When the Tatmadaw entered my village they killed men and beat women when they caught them.1

Burmese soldiers came into Tho Mer Kee village and burnt down all the houses. They killed all our pigs, goats and chickens -- -- and then shot the buffalos for fun.2

We had to flee to the jungle, where we stayed for a week, with very little food. Then we returned to re-build our homes, and try to farm again. However, the next year, they [the Tatmadaw] came and destroyed our village again.3

While the nonviolent struggle of Daw Aung San Suu Kyi against the Burmese military government's continuing repression has captured the world's attention, the profound human rights and humanitarian crisis endured by Burma's ethnic minority communities has largely been ignored.4

Decades of armed conflict have devastated ethnic minority communities, which make up approximately 35 percent of Burma's population. The Burmese army, or Tatmadaw, has for many years carried out numerous and widespread summary executions, looting, torture, rape and other sexual violence, arbitrary arrests and torture, forced labor, recruitment of child soldiers, and the displacement and demolition of entire villages as part of military operations against ethnic minority armed opposition groups. Civilians bear the brunt of a state of almost perpetual conflict and militarization.

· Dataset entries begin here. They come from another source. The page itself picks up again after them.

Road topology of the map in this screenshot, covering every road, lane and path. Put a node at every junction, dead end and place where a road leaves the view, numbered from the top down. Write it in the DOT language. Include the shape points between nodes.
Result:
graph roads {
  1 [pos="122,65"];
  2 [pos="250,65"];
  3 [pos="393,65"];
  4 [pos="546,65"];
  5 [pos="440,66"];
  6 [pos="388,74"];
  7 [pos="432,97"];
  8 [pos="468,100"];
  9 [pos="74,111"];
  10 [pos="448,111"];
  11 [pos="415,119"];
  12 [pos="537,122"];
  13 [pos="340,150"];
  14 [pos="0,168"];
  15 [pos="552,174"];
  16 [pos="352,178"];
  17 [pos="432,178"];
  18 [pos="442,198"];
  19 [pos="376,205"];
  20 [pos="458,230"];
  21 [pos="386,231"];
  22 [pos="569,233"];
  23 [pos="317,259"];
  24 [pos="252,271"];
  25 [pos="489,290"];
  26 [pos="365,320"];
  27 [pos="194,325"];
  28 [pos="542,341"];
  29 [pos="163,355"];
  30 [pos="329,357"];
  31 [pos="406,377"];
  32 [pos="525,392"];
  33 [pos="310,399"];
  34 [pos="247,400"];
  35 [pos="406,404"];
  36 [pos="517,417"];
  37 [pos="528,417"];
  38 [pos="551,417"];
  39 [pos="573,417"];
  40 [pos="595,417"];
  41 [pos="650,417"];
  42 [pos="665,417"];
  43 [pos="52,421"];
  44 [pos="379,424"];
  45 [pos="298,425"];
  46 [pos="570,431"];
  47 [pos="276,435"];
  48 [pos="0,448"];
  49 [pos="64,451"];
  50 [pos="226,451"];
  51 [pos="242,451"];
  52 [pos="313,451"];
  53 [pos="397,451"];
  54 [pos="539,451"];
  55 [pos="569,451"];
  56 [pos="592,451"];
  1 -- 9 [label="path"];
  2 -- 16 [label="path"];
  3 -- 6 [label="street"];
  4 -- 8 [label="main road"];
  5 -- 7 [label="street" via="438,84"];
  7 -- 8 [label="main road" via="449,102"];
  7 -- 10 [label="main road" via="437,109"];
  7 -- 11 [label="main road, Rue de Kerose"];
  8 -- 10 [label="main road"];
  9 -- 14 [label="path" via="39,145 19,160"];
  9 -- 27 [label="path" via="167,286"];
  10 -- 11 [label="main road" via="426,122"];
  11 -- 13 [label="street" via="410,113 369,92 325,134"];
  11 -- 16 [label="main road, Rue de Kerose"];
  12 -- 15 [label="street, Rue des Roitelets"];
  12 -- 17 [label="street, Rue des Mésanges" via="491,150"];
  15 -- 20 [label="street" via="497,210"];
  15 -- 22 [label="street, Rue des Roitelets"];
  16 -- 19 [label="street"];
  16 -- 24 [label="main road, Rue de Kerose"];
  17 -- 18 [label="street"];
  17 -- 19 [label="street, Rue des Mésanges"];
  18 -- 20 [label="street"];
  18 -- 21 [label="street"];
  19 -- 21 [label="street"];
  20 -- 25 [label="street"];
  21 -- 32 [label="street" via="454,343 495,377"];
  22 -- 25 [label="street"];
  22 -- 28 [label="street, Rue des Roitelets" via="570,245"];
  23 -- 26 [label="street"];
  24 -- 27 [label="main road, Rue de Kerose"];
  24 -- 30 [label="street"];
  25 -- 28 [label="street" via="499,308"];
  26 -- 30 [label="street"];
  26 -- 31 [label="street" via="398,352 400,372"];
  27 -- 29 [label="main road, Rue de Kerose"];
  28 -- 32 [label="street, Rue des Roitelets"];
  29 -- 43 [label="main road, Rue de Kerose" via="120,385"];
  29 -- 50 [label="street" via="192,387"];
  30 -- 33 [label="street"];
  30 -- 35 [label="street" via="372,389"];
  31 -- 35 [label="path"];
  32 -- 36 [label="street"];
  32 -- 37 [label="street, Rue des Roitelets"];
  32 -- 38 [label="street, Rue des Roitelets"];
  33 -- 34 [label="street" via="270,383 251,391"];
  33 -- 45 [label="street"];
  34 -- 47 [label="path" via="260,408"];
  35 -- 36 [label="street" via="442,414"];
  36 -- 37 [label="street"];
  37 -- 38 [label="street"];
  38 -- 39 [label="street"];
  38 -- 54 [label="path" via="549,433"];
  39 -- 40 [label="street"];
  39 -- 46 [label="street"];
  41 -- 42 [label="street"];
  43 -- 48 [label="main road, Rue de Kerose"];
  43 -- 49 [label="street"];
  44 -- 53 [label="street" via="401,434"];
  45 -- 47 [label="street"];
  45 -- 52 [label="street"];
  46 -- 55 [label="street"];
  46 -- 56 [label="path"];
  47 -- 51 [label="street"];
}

Violations of international human rights and humanitarian law (the laws of war) by the Tatmadaw have been particularly acute in eastern Karen state, which runs along the northwestern border of Thailand. One woman described to Human Rights Watch more than twenty years of Tatmadaw brutality:

The Burmese Army troops first attacked in November 1979, while we were harvesting our fields near Ler Kaw village. They shot and killed my sister, who was only thirteen, and my cousin, who was fifteen. We had to flee, but they chased after us and shot and killed another villager. There was no fighting near the village at that time. The Burma Army troops just wanted to kill us Karen villagers.

The Burmese soldiers attacked us again at Htee Hto Kaw Kee, in 1992. They shot and killed my husband and injured other villagers. The soldiers burned down our houses and killed and ate our animals. They also burned our rice barn, destroying 190 tins of rice. [They also] killed my son-in-law, who was just collecting betel nut in the forest. He [had] small children.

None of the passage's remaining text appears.